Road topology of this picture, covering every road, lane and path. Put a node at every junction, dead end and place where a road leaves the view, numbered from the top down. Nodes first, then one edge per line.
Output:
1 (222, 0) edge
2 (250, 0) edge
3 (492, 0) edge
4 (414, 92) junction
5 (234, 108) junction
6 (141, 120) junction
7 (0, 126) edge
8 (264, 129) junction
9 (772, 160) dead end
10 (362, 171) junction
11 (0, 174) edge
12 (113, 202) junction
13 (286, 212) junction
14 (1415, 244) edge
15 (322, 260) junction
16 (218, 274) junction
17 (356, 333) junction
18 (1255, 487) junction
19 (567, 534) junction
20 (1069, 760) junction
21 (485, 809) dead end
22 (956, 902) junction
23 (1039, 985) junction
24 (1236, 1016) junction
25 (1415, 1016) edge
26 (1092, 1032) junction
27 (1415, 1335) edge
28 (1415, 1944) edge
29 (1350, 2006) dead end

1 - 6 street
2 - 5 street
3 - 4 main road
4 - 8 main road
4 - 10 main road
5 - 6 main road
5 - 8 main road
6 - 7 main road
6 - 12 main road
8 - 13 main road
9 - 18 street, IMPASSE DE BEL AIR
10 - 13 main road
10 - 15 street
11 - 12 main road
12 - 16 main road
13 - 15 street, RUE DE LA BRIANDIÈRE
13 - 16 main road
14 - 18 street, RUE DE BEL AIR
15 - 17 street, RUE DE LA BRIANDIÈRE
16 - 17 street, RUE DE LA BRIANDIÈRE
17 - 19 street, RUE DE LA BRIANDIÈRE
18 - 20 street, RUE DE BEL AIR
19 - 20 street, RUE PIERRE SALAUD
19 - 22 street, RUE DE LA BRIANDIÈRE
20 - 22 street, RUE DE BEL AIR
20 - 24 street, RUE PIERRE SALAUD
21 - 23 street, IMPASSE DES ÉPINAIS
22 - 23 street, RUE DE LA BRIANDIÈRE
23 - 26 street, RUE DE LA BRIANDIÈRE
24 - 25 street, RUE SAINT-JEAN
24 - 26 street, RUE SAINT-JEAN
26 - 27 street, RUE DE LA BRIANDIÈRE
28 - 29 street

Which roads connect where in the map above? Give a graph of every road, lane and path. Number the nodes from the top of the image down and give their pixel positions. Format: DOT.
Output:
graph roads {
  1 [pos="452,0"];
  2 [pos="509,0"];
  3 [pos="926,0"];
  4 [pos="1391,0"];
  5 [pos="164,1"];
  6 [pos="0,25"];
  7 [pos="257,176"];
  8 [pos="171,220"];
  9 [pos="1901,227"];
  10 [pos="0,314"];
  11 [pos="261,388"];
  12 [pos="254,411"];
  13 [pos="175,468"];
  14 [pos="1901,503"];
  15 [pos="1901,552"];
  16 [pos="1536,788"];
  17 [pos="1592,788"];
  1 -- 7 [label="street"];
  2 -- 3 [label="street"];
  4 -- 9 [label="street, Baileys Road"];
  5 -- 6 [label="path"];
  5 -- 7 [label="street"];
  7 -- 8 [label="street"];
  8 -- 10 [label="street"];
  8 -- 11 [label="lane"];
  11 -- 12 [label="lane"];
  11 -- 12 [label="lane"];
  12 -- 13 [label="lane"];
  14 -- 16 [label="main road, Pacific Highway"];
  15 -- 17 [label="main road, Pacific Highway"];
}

- **YOUR GOAL**
When a line among the entries above contains "down", copy it.

- **YOUR SOLUTION**
Road topology of this picture, covering every road, lane and path. Put a node at every junction, dead end and place where a road leaves the view, numbered from the top down. Nodes first, then one edge per line.
Which roads connect where in the map above? Give a graph of every road, lane and path. Number the nodes from the top of the image down and give their pixel positions. Format: DOT.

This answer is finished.